The same thing hold for the diffraction problem::

    diffraction_result = solver.solve(diffraction_problem)
    print(diffraction_result.forces)
    # {'Surge': (1.2789769243681803e-13+2.1760371282653068e-13j), 'Sway': (5.9629097739514805-1923.8976950141728j), 'Heave': (-1802.7102076027684-10.957655022820937j), 'Roll': (-0.010382265075485009+4.15060693393701j), 'Pitch': (-7.799316747991725e-14+2.8310687127941492e-14j), 'Yaw': (-1.2477555116385028e-15+7.261633298807041e-14j), 'x-shear': (-8.43769498715119e-14-2.0972112935169207e-13j)}


Gather results in arrays
------------------------

Let us compute the added mass and radiation damping for all the dofs of our body::

    all_radiation_problems = [cpt.RadiationProblem(body=body, radiating_dof=dof, omega=1.0) for dof in body.dofs]
    all_radiation_results = solver.solve_all(all_radiation_problems)

Here, we used :code:`solve_all` instead of :code:`solve` since we are passing a
list of problems and not a single one. Note that this resolution should be
faster than the first one. The solver has stored some intermediate data for
this body at this wave frequency and will reuse it to solve the new problems.

The results can be gathered together as follow::

    dataset = cpt.assemble_dataset([diffraction_result] + all_radiation_results)

The new object is a NetCDF-like dataset from the xarray package.

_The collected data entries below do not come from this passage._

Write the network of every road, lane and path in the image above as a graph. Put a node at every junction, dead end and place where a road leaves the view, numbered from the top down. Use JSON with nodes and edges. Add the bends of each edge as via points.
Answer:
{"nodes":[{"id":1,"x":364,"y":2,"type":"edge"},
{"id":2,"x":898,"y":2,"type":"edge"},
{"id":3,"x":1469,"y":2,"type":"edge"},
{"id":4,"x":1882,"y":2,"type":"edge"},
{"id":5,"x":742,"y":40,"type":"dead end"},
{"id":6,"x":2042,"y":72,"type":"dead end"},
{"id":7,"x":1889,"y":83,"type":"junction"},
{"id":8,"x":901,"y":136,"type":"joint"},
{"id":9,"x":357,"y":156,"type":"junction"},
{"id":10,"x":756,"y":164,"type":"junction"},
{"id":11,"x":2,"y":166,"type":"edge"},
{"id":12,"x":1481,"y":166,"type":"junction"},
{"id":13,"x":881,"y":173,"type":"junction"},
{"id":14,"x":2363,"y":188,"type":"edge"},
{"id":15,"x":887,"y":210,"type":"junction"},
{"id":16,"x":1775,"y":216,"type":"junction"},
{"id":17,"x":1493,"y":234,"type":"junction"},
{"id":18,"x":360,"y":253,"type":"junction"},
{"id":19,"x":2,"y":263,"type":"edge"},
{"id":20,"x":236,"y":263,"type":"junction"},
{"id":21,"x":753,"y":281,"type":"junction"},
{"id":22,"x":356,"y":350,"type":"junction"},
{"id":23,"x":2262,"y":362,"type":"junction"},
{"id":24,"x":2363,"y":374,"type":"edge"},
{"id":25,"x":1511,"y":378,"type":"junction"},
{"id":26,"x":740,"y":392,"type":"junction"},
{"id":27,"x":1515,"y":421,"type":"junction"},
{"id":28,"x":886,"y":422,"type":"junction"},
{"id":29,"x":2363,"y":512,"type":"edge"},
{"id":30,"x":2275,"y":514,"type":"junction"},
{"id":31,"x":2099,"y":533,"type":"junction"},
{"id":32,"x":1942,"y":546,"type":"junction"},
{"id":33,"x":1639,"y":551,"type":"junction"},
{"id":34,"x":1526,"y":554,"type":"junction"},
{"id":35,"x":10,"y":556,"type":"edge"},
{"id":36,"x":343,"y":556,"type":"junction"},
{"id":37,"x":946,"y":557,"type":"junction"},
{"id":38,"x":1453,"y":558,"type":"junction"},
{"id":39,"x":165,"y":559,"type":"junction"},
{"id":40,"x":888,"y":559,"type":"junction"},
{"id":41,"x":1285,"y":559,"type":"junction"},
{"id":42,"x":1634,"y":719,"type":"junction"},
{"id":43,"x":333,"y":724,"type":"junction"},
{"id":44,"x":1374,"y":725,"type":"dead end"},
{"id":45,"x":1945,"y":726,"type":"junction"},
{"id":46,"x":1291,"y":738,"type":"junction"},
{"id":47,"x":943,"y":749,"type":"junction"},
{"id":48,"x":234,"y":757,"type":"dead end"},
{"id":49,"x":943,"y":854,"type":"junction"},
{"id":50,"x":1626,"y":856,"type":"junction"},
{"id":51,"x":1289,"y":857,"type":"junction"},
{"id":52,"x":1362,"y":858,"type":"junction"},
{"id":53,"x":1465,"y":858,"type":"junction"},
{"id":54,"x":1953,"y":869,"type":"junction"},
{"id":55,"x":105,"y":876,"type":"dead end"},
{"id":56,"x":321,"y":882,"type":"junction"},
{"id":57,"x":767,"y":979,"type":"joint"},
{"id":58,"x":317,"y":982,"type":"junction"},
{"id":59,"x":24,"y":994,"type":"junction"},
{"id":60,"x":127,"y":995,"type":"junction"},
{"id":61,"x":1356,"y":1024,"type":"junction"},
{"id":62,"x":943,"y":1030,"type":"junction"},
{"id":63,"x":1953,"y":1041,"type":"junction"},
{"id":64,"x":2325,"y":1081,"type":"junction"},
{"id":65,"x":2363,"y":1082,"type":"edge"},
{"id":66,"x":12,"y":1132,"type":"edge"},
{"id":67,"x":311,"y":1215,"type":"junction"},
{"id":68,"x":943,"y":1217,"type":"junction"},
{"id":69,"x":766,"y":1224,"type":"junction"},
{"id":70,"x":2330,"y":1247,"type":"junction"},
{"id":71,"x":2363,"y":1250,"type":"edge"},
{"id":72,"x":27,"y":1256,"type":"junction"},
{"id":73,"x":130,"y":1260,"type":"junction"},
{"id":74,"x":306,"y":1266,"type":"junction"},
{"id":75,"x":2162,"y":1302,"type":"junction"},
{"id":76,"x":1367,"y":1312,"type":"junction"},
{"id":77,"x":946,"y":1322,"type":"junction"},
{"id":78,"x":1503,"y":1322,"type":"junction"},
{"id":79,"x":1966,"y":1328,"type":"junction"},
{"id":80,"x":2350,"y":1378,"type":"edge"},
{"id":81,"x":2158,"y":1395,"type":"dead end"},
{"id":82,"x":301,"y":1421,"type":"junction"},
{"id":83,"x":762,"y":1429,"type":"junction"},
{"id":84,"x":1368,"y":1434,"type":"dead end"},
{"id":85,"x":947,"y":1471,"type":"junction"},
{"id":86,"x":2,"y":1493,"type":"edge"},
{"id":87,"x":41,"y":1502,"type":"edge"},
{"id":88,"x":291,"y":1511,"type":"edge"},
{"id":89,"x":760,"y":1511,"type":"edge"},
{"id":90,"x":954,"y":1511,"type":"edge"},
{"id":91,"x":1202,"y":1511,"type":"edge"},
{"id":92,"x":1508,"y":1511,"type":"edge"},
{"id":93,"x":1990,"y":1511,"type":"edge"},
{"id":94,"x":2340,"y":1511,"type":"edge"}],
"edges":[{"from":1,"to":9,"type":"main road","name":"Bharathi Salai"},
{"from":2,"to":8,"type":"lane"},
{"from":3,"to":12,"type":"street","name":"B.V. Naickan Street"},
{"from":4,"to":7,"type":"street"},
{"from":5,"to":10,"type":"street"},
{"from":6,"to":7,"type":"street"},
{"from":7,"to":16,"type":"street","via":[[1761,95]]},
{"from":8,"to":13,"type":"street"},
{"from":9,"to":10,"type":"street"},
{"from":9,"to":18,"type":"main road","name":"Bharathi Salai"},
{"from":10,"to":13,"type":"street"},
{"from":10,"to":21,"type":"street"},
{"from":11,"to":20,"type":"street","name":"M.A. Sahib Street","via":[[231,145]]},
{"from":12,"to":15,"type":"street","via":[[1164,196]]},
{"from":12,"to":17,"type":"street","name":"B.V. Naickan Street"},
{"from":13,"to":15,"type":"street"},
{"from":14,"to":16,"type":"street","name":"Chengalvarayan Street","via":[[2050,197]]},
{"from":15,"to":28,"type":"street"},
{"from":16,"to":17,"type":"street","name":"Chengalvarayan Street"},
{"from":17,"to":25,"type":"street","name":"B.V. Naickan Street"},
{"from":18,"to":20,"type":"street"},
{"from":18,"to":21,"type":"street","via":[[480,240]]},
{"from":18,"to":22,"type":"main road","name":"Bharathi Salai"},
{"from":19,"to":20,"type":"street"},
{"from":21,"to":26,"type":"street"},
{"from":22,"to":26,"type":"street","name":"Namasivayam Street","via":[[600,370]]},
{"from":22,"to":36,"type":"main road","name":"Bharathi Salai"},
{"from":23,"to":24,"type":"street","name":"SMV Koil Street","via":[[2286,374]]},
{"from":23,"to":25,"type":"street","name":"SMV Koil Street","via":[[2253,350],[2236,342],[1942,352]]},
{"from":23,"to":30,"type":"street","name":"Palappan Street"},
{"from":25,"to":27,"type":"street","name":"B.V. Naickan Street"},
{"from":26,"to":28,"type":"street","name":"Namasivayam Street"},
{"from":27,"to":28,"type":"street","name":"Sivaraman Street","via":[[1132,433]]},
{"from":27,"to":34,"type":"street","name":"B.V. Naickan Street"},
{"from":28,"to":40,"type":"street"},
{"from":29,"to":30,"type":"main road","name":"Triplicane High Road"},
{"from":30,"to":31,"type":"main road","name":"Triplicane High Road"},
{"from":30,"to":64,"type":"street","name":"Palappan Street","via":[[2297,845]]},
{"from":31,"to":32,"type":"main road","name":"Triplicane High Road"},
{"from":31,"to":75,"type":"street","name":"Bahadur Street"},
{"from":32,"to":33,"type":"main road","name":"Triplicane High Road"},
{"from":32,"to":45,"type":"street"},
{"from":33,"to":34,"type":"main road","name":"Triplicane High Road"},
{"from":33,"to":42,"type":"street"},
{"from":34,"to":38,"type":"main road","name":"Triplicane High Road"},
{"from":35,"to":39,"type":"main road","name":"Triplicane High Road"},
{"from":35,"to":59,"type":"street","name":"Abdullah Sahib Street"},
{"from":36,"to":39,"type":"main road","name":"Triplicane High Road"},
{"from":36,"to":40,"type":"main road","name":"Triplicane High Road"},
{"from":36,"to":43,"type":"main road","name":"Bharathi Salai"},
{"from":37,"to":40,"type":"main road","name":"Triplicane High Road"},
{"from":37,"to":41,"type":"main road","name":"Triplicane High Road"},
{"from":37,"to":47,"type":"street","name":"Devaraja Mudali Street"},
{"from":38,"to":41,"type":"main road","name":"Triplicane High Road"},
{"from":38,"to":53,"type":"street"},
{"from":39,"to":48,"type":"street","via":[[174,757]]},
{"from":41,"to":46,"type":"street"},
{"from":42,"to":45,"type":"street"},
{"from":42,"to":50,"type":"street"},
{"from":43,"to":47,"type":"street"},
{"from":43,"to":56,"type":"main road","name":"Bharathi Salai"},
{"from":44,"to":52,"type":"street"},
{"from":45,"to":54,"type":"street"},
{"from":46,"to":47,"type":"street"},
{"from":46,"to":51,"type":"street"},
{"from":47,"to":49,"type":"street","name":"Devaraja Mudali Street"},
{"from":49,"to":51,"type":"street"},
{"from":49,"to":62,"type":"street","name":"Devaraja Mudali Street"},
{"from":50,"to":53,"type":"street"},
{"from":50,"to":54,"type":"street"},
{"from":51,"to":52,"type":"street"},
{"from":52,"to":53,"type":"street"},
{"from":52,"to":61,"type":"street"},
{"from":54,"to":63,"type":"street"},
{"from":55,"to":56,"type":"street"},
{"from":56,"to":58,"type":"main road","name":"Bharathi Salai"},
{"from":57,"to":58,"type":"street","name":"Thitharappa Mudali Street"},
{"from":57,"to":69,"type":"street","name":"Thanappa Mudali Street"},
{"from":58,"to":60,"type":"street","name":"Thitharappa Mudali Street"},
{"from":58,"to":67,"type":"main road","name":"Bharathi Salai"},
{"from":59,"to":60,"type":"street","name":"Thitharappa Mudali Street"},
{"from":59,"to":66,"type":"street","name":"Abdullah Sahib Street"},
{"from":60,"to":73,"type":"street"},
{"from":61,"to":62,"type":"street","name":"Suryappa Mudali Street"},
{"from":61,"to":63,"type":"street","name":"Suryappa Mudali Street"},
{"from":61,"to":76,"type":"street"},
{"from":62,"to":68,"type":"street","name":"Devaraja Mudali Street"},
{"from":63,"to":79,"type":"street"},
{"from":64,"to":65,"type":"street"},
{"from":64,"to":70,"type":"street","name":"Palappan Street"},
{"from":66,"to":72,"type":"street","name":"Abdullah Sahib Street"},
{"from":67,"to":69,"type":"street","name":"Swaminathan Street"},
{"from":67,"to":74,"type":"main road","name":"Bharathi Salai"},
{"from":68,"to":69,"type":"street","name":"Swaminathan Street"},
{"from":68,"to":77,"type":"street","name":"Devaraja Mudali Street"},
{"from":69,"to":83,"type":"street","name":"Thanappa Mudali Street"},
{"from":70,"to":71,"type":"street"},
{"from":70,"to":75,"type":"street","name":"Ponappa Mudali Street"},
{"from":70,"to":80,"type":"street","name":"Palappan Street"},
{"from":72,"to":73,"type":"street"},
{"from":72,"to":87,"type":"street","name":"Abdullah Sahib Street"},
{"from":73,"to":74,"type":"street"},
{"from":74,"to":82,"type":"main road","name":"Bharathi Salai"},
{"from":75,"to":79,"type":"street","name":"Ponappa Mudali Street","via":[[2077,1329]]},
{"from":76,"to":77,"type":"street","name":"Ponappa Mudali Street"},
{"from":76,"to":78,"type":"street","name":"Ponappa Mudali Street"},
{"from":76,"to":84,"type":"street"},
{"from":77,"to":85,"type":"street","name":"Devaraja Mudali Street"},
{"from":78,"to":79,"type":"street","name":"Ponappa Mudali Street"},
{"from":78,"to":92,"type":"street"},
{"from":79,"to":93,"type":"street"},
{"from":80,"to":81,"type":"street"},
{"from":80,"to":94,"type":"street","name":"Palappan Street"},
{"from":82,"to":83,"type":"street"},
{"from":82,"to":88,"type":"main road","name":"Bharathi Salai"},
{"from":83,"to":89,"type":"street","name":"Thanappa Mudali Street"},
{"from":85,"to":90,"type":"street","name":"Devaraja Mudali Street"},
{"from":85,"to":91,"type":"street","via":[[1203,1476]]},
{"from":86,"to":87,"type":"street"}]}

It is storing the added mass and
radiation damping from the result objects in an organized way. In our example, it is basically two
7×7 matrices. The matrices can be accessed for instance in the following way::

    dataset['added_mass'].sel(radiating_dof=["Surge", "Heave"], influenced_dof=["Surge", "Heave"], omega=1.0)

You'll probably want to solve problems for a wide range of parameters without
defining each test individually. This can be done with the :code:`fill_dataset`
method of the solver. See :doc:`problem_setup`.